Belfast Telegraph

Hero McParland tells Villa's class of 2015 they have to believe

By Stuart McKinley

Peter McParland is such a humble hero and an absolute gentleman that when he says he didn't mean to injure Manchester United goalkeeper Ray Wood during the 1957 FA Cup final there's a tendency to believe him.

That moment is one of the most famous in FA Cup final history, not least for the fact that nowadays it would cause an outcry.

Aston Villa striker McParland headed the ball towards goal and chased it in himself. As Wood gathered there was an almighty collision. At the time there were suggestions that Newry-born McParland was laughing as the pair lay stricken on the ground just six minutes into the Wembley showpiece.

Photographers snapped him as he also rolled around in pain at the same time as United medical staff attended to their keeper, who had suffered a broken cheekbone.

While United played on with 10 men - there were no substitutes in those days - having put Jackie Blanchflower in goal, McParland was Villa's match-winning hero.

"Jackie (Sewell) played this beautiful ball as I'm coming in from the left," recalled McParland, who was just 23-years-old at the time and is now aged 81.

"It was a big chance. I made contact with my head and Ray Wood came off his line to cut me out.

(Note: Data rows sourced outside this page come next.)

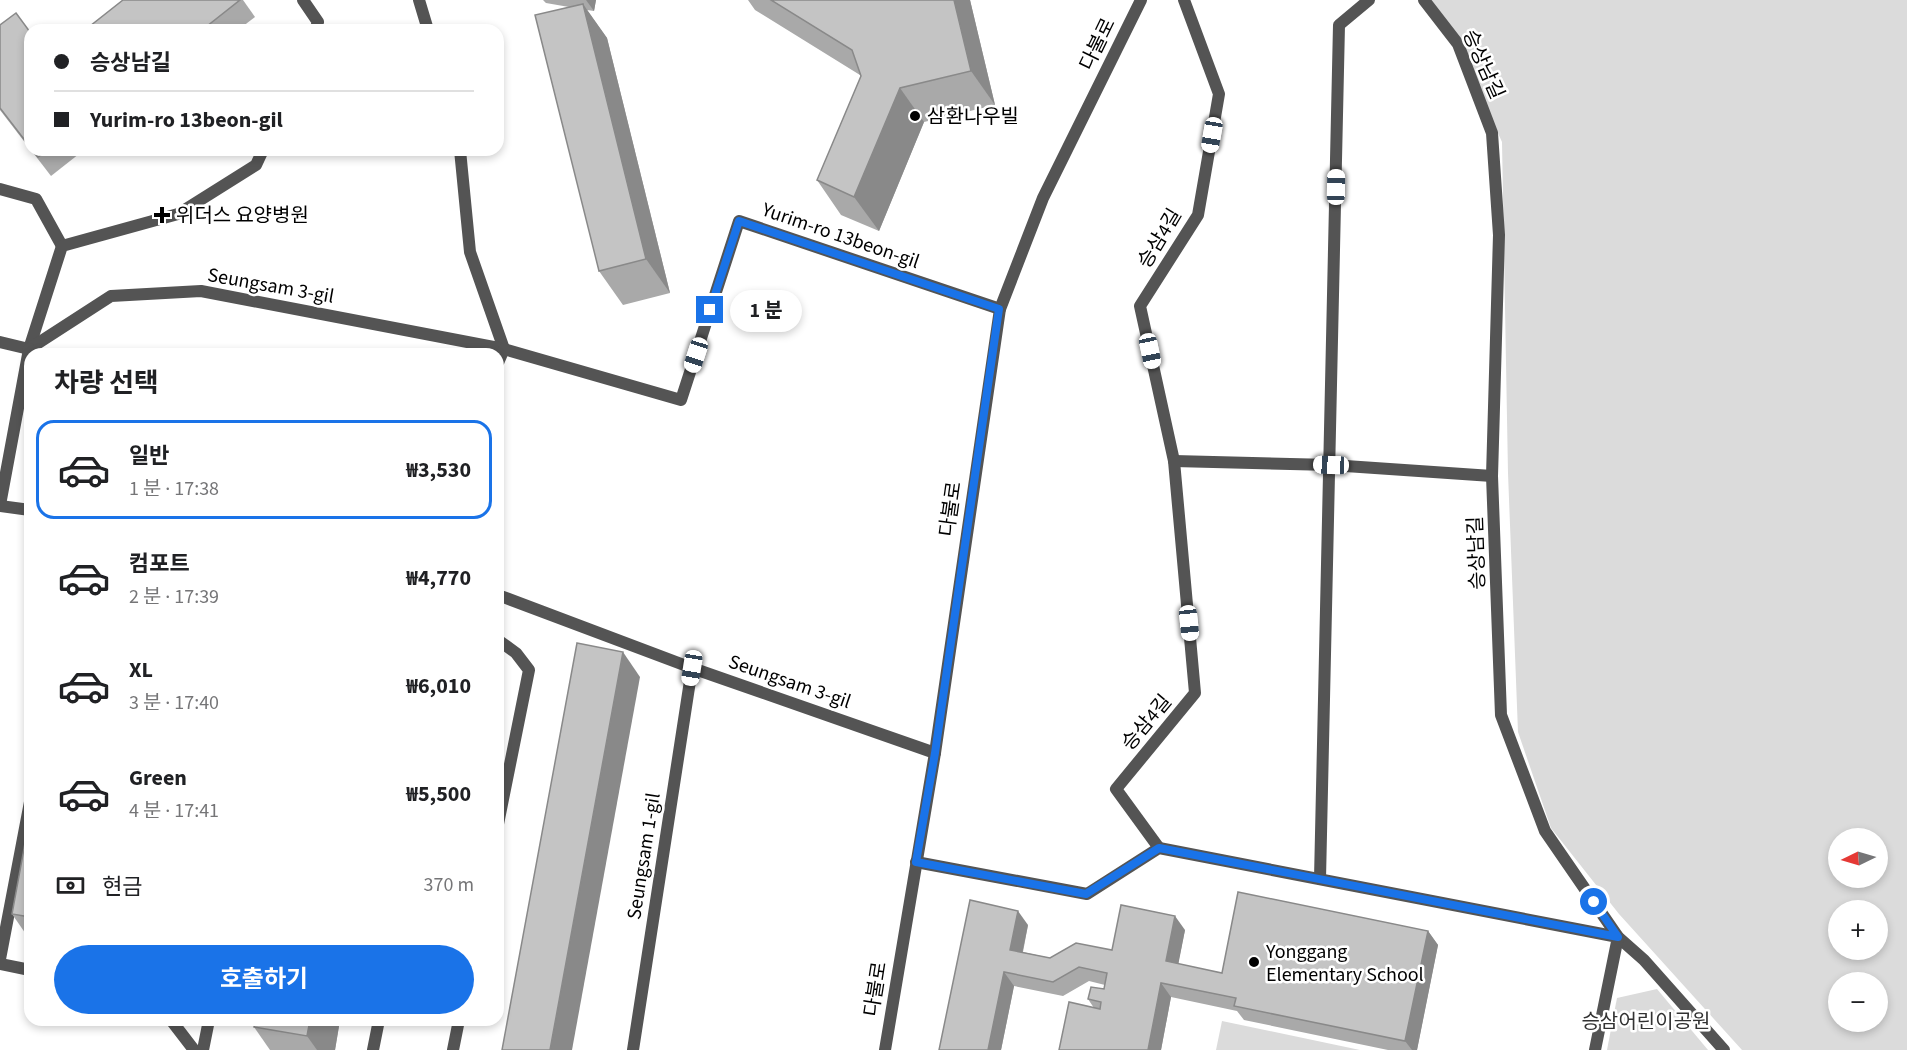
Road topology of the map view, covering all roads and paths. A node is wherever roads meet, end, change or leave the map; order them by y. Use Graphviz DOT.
graph roads {
  1 [pos="303,0"];
  2 [pos="419,0"];
  3 [pos="1141,0"];
  4 [pos="1184,0"];
  5 [pos="1369,0"];
  6 [pos="1424,0"];
  7 [pos="317,24"];
  8 [pos="426,24"];
  9 [pos="260,156"];
  10 [pos="461,156"];
  11 [pos="0,189"];
  12 [pos="62,246"];
  13 [pos="999,309"];
  14 [pos="0,342"];
  15 [pos="25,348"];
  16 [pos="29,348"];
  17 [pos="31,348"];
  18 [pos="499,348"];
  19 [pos="504,348"];
  20 [pos="504,349"];
  21 [pos="24,376"];
  22 [pos="1174,461"];
  23 [pos="1331,465"];
  24 [pos="1492,476"];
  25 [pos="0,506"];
  26 [pos="24,509"];
  27 [pos="504,597"];
  28 [pos="504,644"];
  29 [pos="692,668"];
  30 [pos="935,753"];
  31 [pos="504,794"];
  32 [pos="24,833"];
  33 [pos="1159,848"];
  34 [pos="916,862"];
  35 [pos="1320,879"];
  36 [pos="1618,937"];
  37 [pos="0,959"];
  38 [pos="0,964"];
  39 [pos="24,969"];
  40 [pos="176,1026"];
  41 [pos="208,1026"];
  42 [pos="378,1026"];
  43 [pos="458,1026"];
  44 [pos="194,1050"];
  45 [pos="203,1050"];
  46 [pos="373,1050"];
  47 [pos="453,1050"];
  48 [pos="633,1050"];
  49 [pos="885,1050"];
  50 [pos="1595,1050"];
  51 [pos="1724,1050"];
  1 -- 7 [label="street"];
  2 -- 8 [label="street"];
  3 -- 13 [label="street, 다불로"];
  4 -- 22 [label="street, 승삼4길"];
  5 -- 23 [label="street"];
  6 -- 24 [label="street, 승상남길"];
  9 -- 12 [label="street"];
  10 -- 19 [label="street"];
  11 -- 12 [label="street"];
  12 -- 16 [label="street"];
  13 -- 20 [label="street, Yurim-ro 13beon-gil"];
  13 -- 30 [label="street, 다불로"];
  14 -- 15 [label="street"];
  17 -- 18 [label="street, Seungsam 3-gil"];
  21 -- 25 [label="street"];
  22 -- 23 [label="street"];
  22 -- 33 [label="street, 승삼4길"];
  23 -- 24 [label="street"];
  23 -- 35 [label="street"];
  24 -- 36 [label="street, 승상남길"];
  25 -- 26 [label="street"];
  27 -- 29 [label="street, Seungsam 3-gil"];
  28 -- 31 [label="street"];
  29 -- 30 [label="street, Seungsam 3-gil"];
  29 -- 48 [label="street, Seungsam 1-gil"];
  30 -- 34 [label="street, 다불로"];
  32 -- 37 [label="street"];
  33 -- 34 [label="street"];
  33 -- 35 [label="street"];
  34 -- 49 [label="street, 다불로"];
  35 -- 36 [label="street"];
  36 -- 50 [label="street"];
  36 -- 51 [label="street, 승상남길"];
  38 -- 39 [label="street"];
  40 -- 44 [label="street"];
  41 -- 45 [label="street"];
  42 -- 46 [label="street"];
  43 -- 47 [label="street"];
}
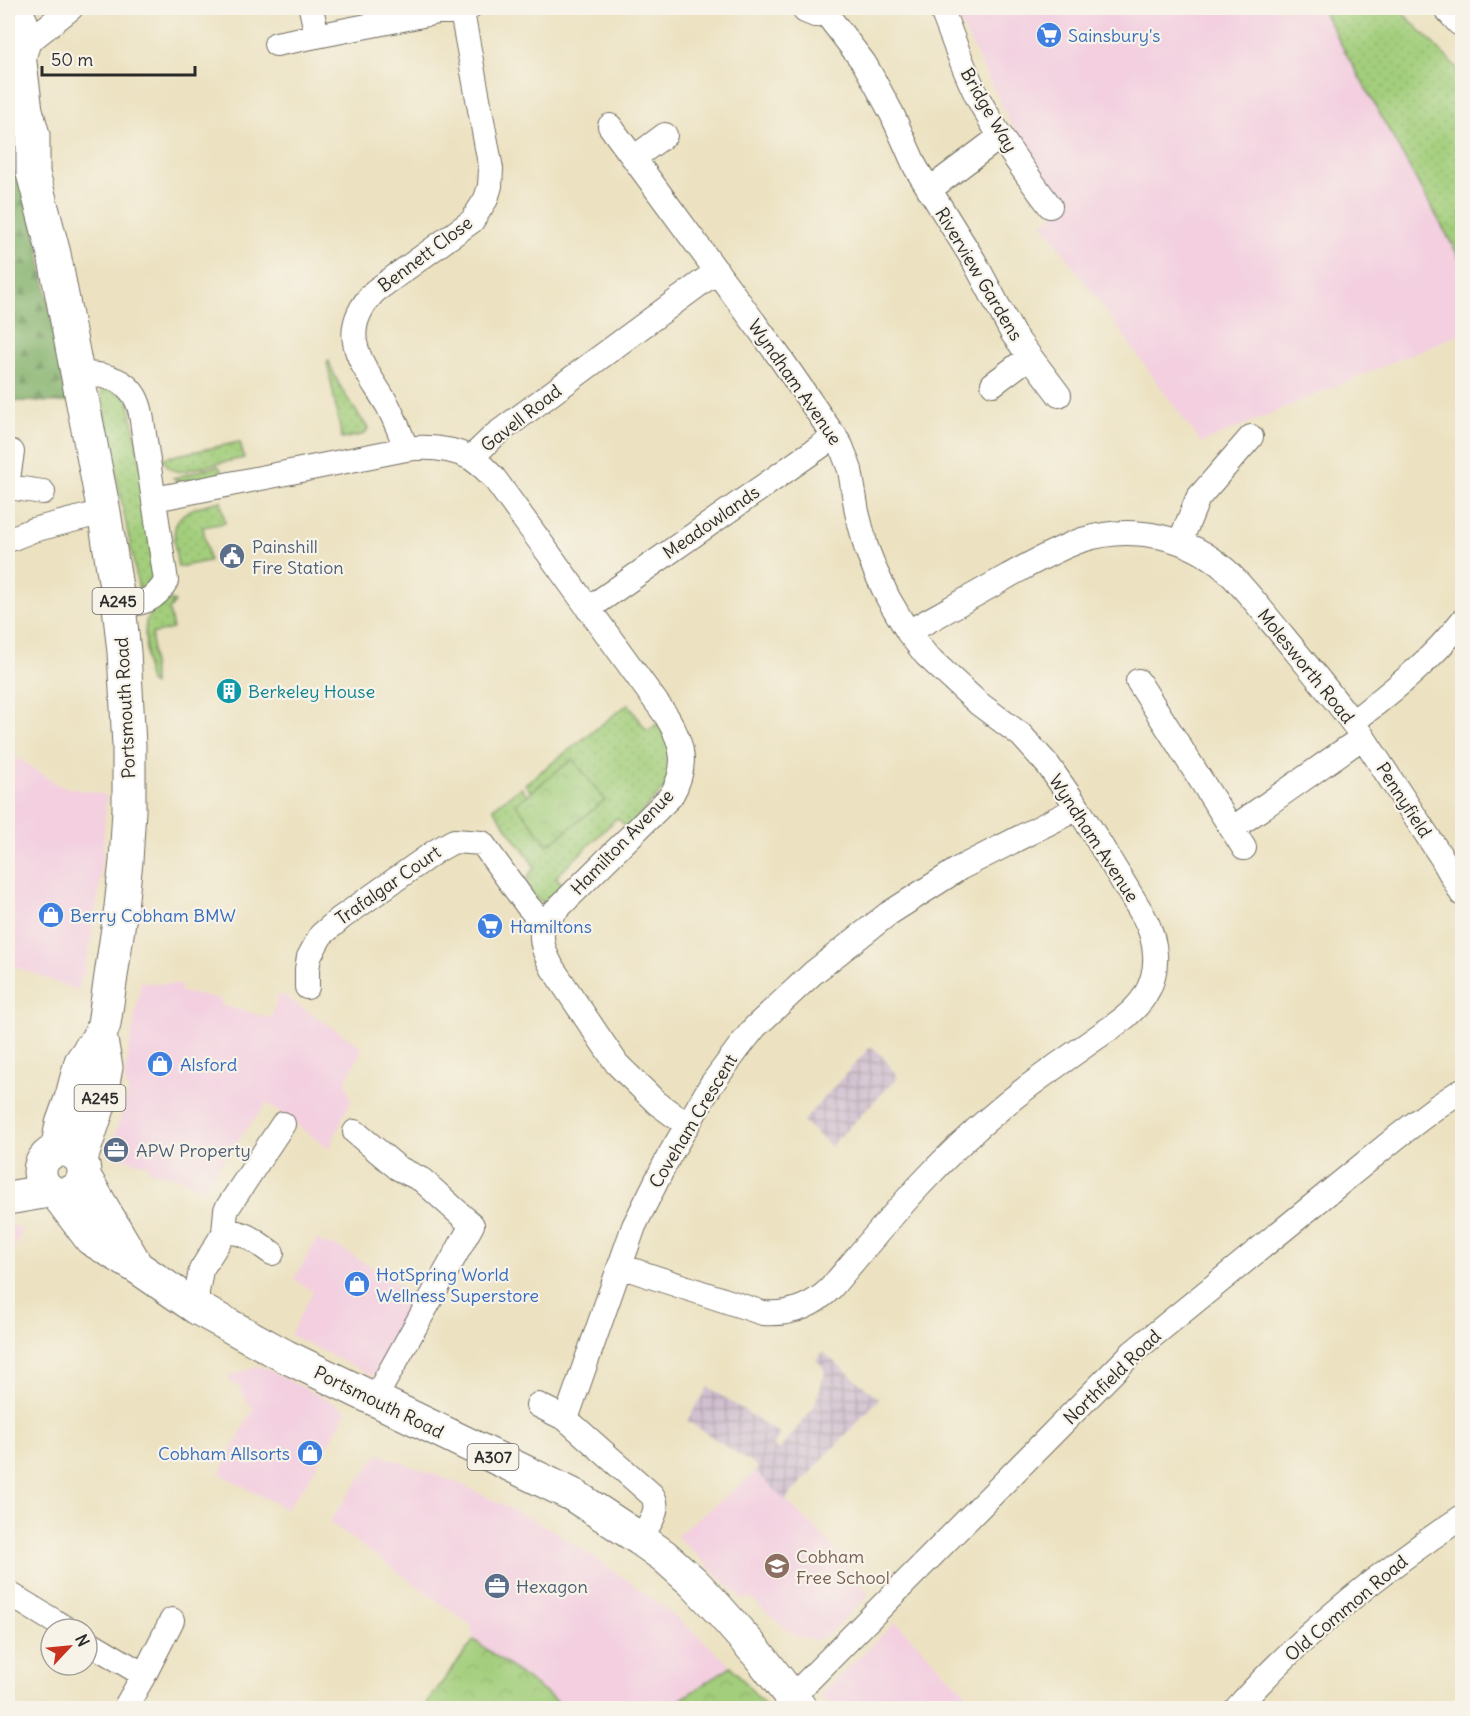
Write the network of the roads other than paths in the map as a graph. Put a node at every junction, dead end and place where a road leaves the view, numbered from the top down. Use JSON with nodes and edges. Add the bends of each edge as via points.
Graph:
{"nodes":[{"id":1,"x":11,"y":8,"type":"edge"},
{"id":2,"x":71,"y":8,"type":"edge"},
{"id":3,"x":311,"y":8,"type":"edge"},
{"id":4,"x":941,"y":8,"type":"edge"},
{"id":5,"x":1451,"y":8,"type":"edge"},
{"id":6,"x":818,"y":9,"type":"edge"},
{"id":7,"x":466,"y":10,"type":"edge"},
{"id":8,"x":1462,"y":20,"type":"edge"},
{"id":9,"x":317,"y":36,"type":"junction"},
{"id":10,"x":276,"y":44,"type":"dead end"},
{"id":11,"x":17,"y":56,"type":"edge"},
{"id":12,"x":8,"y":118,"type":"edge"},
{"id":13,"x":610,"y":126,"type":"dead end"},
{"id":14,"x":665,"y":135,"type":"dead end"},
{"id":15,"x":1001,"y":136,"type":"junction"},
{"id":16,"x":634,"y":158,"type":"junction"},
{"id":17,"x":33,"y":173,"type":"junction"},
{"id":18,"x":929,"y":190,"type":"junction"},
{"id":19,"x":1050,"y":206,"type":"dead end"},
{"id":20,"x":717,"y":271,"type":"junction"},
{"id":21,"x":1029,"y":357,"type":"junction"},
{"id":22,"x":77,"y":374,"type":"junction"},
{"id":23,"x":993,"y":384,"type":"dead end"},
{"id":24,"x":1059,"y":395,"type":"dead end"},
{"id":25,"x":835,"y":436,"type":"junction"},
{"id":26,"x":1251,"y":437,"type":"dead end"},
{"id":27,"x":406,"y":449,"type":"junction"},
{"id":28,"x":12,"y":452,"type":"dead end"},
{"id":29,"x":471,"y":458,"type":"junction"},
{"id":30,"x":8,"y":479,"type":"edge"},
{"id":31,"x":8,"y":487,"type":"edge"},
{"id":32,"x":44,"y":492,"type":"dead end"},
{"id":33,"x":155,"y":499,"type":"junction"},
{"id":34,"x":104,"y":512,"type":"junction"},
{"id":35,"x":8,"y":540,"type":"edge"},
{"id":36,"x":1179,"y":542,"type":"junction"},
{"id":37,"x":118,"y":606,"type":"junction"},
{"id":38,"x":588,"y":609,"type":"junction"},
{"id":39,"x":1462,"y":621,"type":"edge"},
{"id":40,"x":909,"y":632,"type":"junction"},
{"id":41,"x":1138,"y":681,"type":"dead end"},
{"id":42,"x":1358,"y":730,"type":"junction"},
{"id":43,"x":1078,"y":808,"type":"junction"},
{"id":44,"x":1462,"y":894,"type":"edge"},
{"id":45,"x":544,"y":925,"type":"junction"},
{"id":46,"x":307,"y":987,"type":"dead end"},
{"id":47,"x":1462,"y":1090,"type":"edge"},
{"id":48,"x":283,"y":1124,"type":"dead end"},
{"id":49,"x":687,"y":1125,"type":"junction"},
{"id":50,"x":355,"y":1132,"type":"dead end"},
{"id":51,"x":66,"y":1161,"type":"junction"},
{"id":52,"x":8,"y":1177,"type":"edge"},
{"id":53,"x":53,"y":1193,"type":"junction"},
{"id":54,"x":8,"y":1198,"type":"edge"},
{"id":55,"x":224,"y":1233,"type":"junction"},
{"id":56,"x":272,"y":1253,"type":"dead end"},
{"id":57,"x":620,"y":1266,"type":"junction"},
{"id":58,"x":201,"y":1270,"type":"junction"},
{"id":59,"x":150,"y":1276,"type":"junction"},
{"id":60,"x":197,"y":1308,"type":"junction"},
{"id":61,"x":374,"y":1400,"type":"junction"},
{"id":62,"x":538,"y":1405,"type":"dead end"},
{"id":63,"x":566,"y":1419,"type":"junction"},
{"id":64,"x":1462,"y":1517,"type":"edge"},
{"id":65,"x":640,"y":1539,"type":"junction"},
{"id":66,"x":8,"y":1593,"type":"edge"},
{"id":67,"x":47,"y":1617,"type":"edge"},
{"id":68,"x":172,"y":1620,"type":"dead end"},
{"id":69,"x":99,"y":1648,"type":"edge"},
{"id":70,"x":144,"y":1675,"type":"junction"},
{"id":71,"x":796,"y":1703,"type":"edge"},
{"id":72,"x":125,"y":1708,"type":"edge"},
{"id":73,"x":1238,"y":1708,"type":"edge"}],
"edges":[{"from":1,"to":11,"type":"main road","name":"Portsmouth Road","via":[[23,27]]},
{"from":2,"to":11,"type":"street"},
{"from":3,"to":9,"type":"street"},
{"from":4,"to":15,"type":"street","name":"Bridge Way","via":[[969,80]]},
{"from":5,"to":8,"type":"main road"},
{"from":6,"to":18,"type":"street","name":"Riverview Gardens","via":[[864,63]]},
{"from":7,"to":9,"type":"street","name":"Bennett Close"},
{"from":7,"to":27,"type":"street","name":"Bennett Close","via":[[489,152],[490,186],[472,221],[375,291],[366,301],[355,333],[359,359],[394,419]]},
{"from":9,"to":10,"type":"street","name":"Bennett Close"},
{"from":11,"to":17,"type":"main road","name":"Portsmouth Road","via":[[33,135]]},
{"from":12,"to":17,"type":"main road","name":"Portsmouth Road","via":[[14,141]]},
{"from":13,"to":16,"type":"street","name":"Wyndham Avenue"},
{"from":14,"to":16,"type":"street"},
{"from":15,"to":18,"type":"street","name":"Riverview Gardens"},
{"from":15,"to":19,"type":"street","name":"Bridge Way"},
{"from":16,"to":20,"type":"street","name":"Wyndham Avenue"},
{"from":17,"to":22,"type":"main road","name":"Portsmouth Road","number":"A245","via":[[54,254]]},
{"from":18,"to":21,"type":"street","name":"Riverview Gardens"},
{"from":20,"to":25,"type":"street","name":"Wyndham Avenue"},
{"from":20,"to":29,"type":"street","name":"Gavell Road","via":[[495,435]]},
{"from":21,"to":23,"type":"street","name":"Riverview Gardens"},
{"from":21,"to":24,"type":"street","name":"Riverview Gardens"},
{"from":22,"to":33,"type":"street","via":[[104,375],[135,395],[140,404]]},
{"from":22,"to":34,"type":"main road","name":"Portsmouth Road","number":"A245"},
{"from":25,"to":38,"type":"street","name":"Meadowlands"},
{"from":25,"to":40,"type":"street","name":"Wyndham Avenue","via":[[846,456],[869,555]]},
{"from":26,"to":36,"type":"street","via":[[1198,498]]},
{"from":27,"to":29,"type":"street","name":"Gavell Road","via":[[440,448]]},
{"from":27,"to":33,"type":"street","name":"Gavell Road"},
{"from":28,"to":30,"type":"street"},
{"from":29,"to":38,"type":"street","name":"Hamilton Avenue","via":[[494,478]]},
{"from":31,"to":32,"type":"street"},
{"from":33,"to":37,"type":"street","via":[[166,581],[149,600]]},
{"from":34,"to":35,"type":"street"},
{"from":34,"to":37,"type":"main road","name":"Portsmouth Road","number":"A245"},
{"from":36,"to":40,"type":"street","name":"Molesworth Road","via":[[1139,534],[1082,540]]},
{"from":36,"to":42,"type":"street","name":"Molesworth Road","via":[[1197,549],[1227,572]]},
{"from":37,"to":51,"type":"main road","name":"Portsmouth Road","number":"A245","via":[[129,746],[126,867],[100,1035],[81,1062],[62,1124]]},
{"from":38,"to":45,"type":"street","name":"Hamilton Avenue","via":[[675,730],[682,768],[676,788],[665,804]]},
{"from":39,"to":42,"type":"street"},
{"from":40,"to":43,"type":"street","name":"Wyndham Avenue","via":[[941,669],[1021,735]]},
{"from":41,"to":42,"type":"street","name":"Molesworth Road","via":[[1238,839]]},
{"from":42,"to":44,"type":"street","name":"Pennyfield"},
{"from":43,"to":49,"type":"street","name":"Coveham Crescent","via":[[960,868],[888,914],[836,954],[755,1027],[711,1085]]},
{"from":43,"to":57,"type":"street","name":"Wyndham Avenue","via":[[1153,937],[1154,974],[1146,995],[1131,1013],[970,1134],[909,1196],[822,1298],[810,1305],[786,1313],[763,1313]]},
{"from":45,"to":46,"type":"street","name":"Trafalgar Court","via":[[482,843],[454,841],[329,927],[309,957]]},
{"from":45,"to":49,"type":"street","via":[[542,940],[547,956],[617,1065]]},
{"from":47,"to":71,"type":"street","name":"Northfield Road","via":[[1397,1137],[1133,1352]]},
{"from":48,"to":55,"type":"street","via":[[226,1210]]},
{"from":49,"to":57,"type":"street","name":"Coveham Crescent","via":[[659,1173]]},
{"from":50,"to":61,"type":"street","via":[[398,1168],[422,1180],[472,1225]]},
{"from":51,"to":52,"type":"main road"},
{"from":51,"to":53,"type":"main road","name":"Portsmouth Road","via":[[39,1168],[43,1185]]},
{"from":51,"to":59,"type":"main road","name":"Portsmouth Road","number":"A307","via":[[117,1236]]},
{"from":53,"to":54,"type":"main road"},
{"from":53,"to":59,"type":"main road","name":"Portsmouth Road","number":"A307","via":[[91,1239]]},
{"from":55,"to":56,"type":"street","via":[[241,1233]]},
{"from":55,"to":58,"type":"street"},
{"from":57,"to":63,"type":"street","name":"Coveham Crescent"},
{"from":58,"to":59,"type":"street","via":[[180,1280]]},
{"from":58,"to":60,"type":"street"},
{"from":59,"to":60,"type":"main road","name":"Portsmouth Road","number":"A307"},
{"from":60,"to":61,"type":"main road","name":"Portsmouth Road","number":"A307"},
{"from":61,"to":65,"type":"main road","name":"Portsmouth Road","number":"A307","via":[[573,1496]]},
{"from":62,"to":63,"type":"street"},
{"from":63,"to":65,"type":"street","via":[[655,1499],[656,1510]]},
{"from":64,"to":73,"type":"street","name":"Old Common Road","via":[[1364,1588]]},
{"from":65,"to":71,"type":"main road","name":"Portsmouth Road","number":"A307","via":[[664,1556],[713,1603]]},
{"from":66,"to":67,"type":"street"},
{"from":68,"to":70,"type":"street"},
{"from":69,"to":70,"type":"street"},
{"from":70,"to":72,"type":"street"}]}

"I put my shoulder into him. At the last minute he pulled out, that's why we had the collision.

"I hit the side of my head below my ear. It got Ray on the cheekbone and it must have cracked.

"We were lying on the deck and there were 100,000 people all around me. My head was spinning. I thought I was bleeding on the side of my face. I put my hand up to check.

"I was gritting my teeth and there were photographs in the paper the next day saying that I was laughing. I was in pain.

"I thought I was finished. I was lucky to recover."

He may not have been laughing then, but McParland was at the end, after scoring twice inside six minutes during the second half.

Although Tommy Taylor pulled one back for United with seven minutes to go, which prompted Sir Matt Busby to put Wood, who had returned to the action on the right wing, back in goal for the remainder of the game.

Even against 10 men for a short period and an unorthodox goalkeeper, Villa didn't find it easy, but McParland did silence those who had been jeering him after he left his mark on Wood.

"It was even between the teams and the crowd were giving me a bit of stick," said McParland.

"The United people were all having a bash.

"I came into the dressing room at half-time and our trainer Bill Moore walked straight up to me and said: 'You can shut those people up, go out there and stick one in the back of the net.'

"I put two into the back of the net so that shut them up."

Villa haven't won the Cup since McParland's heroics of 1957. The class of 2015 will attempt to end the club's 58 year wait tonight against Arsenal at Wembley and the legendary striker is backing them to emulate his success.

"The situation is the same as when we played United," said McParland. "They were heavily fancied to win, just like Arsenal. We believed, and these players now have to do the same. I'm sure Tim Sherwood will make them believe. I think they can do it."